MATERIAL PROVIDED
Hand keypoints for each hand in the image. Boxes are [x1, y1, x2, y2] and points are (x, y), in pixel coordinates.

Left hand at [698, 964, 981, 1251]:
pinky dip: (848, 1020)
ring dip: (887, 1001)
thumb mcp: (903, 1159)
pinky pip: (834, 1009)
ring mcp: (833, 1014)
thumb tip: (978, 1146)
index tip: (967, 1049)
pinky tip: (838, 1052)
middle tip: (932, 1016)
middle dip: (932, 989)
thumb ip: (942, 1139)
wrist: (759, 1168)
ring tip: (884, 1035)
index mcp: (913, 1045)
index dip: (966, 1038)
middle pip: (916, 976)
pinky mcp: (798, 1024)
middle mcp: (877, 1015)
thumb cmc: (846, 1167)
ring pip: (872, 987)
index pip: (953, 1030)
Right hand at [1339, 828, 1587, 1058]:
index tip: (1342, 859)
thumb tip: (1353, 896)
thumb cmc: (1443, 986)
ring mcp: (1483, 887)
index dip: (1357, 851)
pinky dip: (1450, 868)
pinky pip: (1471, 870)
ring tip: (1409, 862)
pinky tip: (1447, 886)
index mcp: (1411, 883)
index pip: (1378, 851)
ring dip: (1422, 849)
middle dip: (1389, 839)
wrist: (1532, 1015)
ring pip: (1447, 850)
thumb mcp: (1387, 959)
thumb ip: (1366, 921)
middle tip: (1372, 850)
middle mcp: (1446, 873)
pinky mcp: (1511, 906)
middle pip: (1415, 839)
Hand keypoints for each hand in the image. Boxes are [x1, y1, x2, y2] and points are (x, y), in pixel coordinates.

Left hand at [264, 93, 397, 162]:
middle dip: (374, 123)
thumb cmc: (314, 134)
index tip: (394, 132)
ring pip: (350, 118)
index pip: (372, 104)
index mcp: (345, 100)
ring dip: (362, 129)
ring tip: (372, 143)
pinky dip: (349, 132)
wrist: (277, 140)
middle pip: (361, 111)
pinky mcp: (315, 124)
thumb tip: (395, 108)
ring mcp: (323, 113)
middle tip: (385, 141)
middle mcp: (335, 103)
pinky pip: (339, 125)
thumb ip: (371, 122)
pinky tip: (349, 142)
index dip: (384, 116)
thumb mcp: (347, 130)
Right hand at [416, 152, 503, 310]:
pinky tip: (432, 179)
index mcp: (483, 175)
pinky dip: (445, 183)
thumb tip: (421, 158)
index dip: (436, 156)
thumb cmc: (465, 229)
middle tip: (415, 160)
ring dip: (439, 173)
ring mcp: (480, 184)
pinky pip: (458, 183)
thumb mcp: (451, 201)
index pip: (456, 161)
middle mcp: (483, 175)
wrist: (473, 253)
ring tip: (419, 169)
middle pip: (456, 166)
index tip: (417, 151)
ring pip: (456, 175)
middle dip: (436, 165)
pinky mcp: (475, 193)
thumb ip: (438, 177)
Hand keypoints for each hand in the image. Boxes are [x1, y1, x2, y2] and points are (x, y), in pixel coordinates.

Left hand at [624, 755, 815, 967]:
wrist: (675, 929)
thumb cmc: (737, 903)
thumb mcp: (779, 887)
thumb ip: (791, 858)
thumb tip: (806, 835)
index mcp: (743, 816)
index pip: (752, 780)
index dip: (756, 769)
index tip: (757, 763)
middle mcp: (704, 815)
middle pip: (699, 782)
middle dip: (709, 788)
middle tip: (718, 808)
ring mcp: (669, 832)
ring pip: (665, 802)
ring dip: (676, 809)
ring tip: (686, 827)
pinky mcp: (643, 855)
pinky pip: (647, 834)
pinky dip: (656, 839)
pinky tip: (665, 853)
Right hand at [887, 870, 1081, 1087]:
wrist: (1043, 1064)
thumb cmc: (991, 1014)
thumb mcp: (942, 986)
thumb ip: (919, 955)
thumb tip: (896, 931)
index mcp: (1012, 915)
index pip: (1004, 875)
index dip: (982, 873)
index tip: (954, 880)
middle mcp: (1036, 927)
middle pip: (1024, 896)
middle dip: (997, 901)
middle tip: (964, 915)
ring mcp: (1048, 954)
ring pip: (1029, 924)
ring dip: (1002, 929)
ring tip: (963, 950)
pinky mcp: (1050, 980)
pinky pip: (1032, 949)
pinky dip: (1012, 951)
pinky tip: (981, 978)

WHAT YOU SHOULD DO
The lines from the one holding "index pip: (456, 161)" through the end of the listing above are to be written out exactly, both ends included, and no others.

REPLY
index pip: (456, 161)
middle mcp: (483, 175)
wrist: (473, 253)
ring tip: (419, 169)
middle pip: (456, 166)
index tip: (417, 151)
ring pip: (456, 175)
middle dip: (436, 165)
pinky mcp: (475, 193)
thumb ip: (438, 177)
Hand keypoints for each hand in the image. Boxes are [x1, y1, x2, y2] and points are (x, y), in pixel coordinates.

Left hand at [624, 755, 815, 967]:
wrist: (675, 929)
thumb cmc: (737, 903)
thumb mcp: (779, 887)
thumb ip: (791, 858)
thumb tip: (806, 835)
index mcp: (743, 816)
index pip: (752, 780)
index dip: (756, 769)
index tip: (757, 763)
middle mcp: (704, 815)
middle pip: (699, 782)
middle dip: (709, 788)
middle tip: (718, 808)
ring mcp: (669, 832)
ring pip: (665, 802)
ring dip: (676, 809)
ring tip: (686, 827)
pinky mcp: (643, 855)
pinky pip: (647, 834)
pinky dip: (656, 839)
pinky tip: (665, 853)
Right hand at [887, 870, 1081, 1087]:
wrist: (1043, 1064)
thumb cmc: (991, 1014)
thumb mcp: (942, 986)
thumb ip: (919, 955)
thumb tip: (896, 931)
index mcp: (1012, 915)
index pip: (1004, 875)
index dip: (982, 873)
index tip: (954, 880)
middle mcp: (1036, 927)
middle pip: (1024, 896)
middle dip: (997, 901)
middle tip: (964, 915)
ring mcp: (1048, 954)
ring pip: (1029, 924)
ring dip: (1002, 929)
ring tip: (963, 950)
pinky mcp: (1050, 980)
pinky pip: (1032, 949)
pinky dip: (1012, 951)
pinky tip: (981, 978)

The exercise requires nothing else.